=== RECORDS FOR THE EXERCISE ===

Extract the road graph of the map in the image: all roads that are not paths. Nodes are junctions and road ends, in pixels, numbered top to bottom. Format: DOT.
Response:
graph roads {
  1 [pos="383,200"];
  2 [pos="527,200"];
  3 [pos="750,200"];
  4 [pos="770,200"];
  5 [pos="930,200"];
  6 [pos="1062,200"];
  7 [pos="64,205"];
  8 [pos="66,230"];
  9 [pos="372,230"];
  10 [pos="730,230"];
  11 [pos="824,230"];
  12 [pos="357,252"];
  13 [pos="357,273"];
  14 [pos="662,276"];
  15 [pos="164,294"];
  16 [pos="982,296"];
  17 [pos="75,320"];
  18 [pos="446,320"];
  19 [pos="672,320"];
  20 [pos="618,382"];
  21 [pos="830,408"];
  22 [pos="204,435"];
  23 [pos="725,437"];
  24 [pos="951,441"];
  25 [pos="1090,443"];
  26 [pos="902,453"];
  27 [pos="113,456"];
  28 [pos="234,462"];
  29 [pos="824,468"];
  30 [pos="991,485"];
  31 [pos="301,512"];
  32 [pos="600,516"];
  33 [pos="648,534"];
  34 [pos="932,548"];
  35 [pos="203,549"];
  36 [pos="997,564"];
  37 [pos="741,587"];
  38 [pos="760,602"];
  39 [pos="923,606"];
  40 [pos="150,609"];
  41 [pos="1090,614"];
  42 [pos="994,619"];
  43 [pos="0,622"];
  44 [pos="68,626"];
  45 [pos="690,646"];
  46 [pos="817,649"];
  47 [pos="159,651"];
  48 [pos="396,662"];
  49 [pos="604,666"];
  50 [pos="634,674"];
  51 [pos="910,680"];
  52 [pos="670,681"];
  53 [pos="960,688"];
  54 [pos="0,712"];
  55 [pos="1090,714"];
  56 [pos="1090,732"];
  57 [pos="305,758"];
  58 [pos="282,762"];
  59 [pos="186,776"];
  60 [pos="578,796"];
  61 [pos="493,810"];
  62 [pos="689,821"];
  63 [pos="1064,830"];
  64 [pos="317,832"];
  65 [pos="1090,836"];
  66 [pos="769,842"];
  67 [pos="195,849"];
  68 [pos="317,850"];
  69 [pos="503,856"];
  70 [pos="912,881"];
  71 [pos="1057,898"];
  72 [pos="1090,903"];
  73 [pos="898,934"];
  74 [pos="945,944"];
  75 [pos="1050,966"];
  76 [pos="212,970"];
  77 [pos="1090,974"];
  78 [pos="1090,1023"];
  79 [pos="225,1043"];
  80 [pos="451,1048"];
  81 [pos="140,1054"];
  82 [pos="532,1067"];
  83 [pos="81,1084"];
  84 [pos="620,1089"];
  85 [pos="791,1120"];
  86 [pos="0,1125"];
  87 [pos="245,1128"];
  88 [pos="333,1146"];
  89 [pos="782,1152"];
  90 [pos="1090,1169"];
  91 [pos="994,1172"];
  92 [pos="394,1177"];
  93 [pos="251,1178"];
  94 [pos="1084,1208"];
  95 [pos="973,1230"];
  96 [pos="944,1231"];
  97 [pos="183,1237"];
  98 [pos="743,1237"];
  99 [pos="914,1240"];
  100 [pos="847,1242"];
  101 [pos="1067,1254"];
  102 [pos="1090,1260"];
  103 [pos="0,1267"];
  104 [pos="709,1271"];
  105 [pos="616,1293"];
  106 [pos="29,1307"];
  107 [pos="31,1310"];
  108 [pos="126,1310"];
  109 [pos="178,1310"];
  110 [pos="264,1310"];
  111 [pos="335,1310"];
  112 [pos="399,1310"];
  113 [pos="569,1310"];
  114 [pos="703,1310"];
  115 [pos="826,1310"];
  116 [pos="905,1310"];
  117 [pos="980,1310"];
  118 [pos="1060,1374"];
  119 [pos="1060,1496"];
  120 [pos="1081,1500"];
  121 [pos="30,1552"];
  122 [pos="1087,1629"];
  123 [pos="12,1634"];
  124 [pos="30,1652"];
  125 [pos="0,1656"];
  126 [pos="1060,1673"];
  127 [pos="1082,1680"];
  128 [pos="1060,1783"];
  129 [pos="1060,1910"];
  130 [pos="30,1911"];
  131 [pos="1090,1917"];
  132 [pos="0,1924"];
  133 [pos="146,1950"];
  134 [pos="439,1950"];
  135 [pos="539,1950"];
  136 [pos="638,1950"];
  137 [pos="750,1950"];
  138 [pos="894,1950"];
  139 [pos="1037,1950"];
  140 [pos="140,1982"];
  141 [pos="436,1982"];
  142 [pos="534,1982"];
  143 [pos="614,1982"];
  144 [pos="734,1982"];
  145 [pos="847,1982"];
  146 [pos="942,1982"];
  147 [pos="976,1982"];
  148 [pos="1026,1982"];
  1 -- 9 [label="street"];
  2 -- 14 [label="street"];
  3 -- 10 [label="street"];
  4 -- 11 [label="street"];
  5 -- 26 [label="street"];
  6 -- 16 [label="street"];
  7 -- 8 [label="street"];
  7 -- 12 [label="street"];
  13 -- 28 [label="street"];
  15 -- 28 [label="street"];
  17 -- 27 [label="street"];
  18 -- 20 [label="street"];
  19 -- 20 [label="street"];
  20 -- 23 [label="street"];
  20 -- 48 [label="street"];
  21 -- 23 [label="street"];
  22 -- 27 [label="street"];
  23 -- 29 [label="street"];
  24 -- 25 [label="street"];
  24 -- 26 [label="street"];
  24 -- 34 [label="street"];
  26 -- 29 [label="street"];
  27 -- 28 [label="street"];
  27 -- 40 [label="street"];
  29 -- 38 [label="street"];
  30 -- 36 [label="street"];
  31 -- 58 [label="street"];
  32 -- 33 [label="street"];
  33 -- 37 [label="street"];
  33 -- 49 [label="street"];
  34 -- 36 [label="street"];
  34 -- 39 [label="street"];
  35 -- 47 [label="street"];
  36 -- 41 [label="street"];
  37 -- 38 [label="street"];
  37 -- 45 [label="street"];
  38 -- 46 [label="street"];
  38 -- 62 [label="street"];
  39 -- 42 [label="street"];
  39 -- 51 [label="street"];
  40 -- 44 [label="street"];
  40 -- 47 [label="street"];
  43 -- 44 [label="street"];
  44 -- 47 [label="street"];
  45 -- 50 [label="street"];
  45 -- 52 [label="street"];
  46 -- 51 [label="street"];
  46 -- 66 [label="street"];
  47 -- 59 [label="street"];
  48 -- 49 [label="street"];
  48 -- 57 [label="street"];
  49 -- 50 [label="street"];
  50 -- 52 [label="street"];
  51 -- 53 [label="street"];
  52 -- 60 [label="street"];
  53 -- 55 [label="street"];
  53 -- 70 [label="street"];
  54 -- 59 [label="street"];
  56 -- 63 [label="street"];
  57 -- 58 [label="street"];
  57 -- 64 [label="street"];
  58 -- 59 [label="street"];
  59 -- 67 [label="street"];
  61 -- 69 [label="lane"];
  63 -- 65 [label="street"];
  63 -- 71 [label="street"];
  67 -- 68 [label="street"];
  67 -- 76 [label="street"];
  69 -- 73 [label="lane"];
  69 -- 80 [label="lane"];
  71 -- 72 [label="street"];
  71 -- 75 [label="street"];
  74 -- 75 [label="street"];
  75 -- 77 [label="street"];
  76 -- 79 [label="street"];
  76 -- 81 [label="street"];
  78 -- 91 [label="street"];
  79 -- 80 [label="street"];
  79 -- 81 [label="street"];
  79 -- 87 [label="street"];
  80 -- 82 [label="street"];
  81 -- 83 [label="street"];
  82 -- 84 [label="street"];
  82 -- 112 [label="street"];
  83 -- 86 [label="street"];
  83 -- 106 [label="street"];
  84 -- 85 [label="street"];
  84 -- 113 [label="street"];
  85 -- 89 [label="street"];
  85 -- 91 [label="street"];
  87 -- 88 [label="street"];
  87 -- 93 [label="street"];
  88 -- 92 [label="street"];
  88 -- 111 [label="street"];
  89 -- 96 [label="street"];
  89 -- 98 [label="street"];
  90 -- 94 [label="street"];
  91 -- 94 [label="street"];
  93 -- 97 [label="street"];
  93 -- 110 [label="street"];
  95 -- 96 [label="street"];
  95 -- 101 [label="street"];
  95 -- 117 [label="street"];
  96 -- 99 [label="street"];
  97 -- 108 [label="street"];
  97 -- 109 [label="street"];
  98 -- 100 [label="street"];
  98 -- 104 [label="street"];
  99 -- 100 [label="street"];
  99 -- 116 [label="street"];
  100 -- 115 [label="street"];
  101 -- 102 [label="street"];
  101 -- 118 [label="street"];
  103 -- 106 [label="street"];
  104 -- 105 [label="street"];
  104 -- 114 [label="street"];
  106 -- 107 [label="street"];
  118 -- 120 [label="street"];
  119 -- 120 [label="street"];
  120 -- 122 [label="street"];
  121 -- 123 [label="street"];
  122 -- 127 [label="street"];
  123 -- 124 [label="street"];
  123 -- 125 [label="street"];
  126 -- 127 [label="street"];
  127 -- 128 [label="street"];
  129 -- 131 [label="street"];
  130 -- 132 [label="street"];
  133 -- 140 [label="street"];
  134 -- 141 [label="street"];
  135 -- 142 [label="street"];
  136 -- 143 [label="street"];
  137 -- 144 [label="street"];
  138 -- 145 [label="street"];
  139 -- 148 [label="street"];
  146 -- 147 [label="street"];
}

===

Of all the lines in the data, count those that contain "graph" and give that figure with nothing else.

▸ WRITTEN ANSWER
2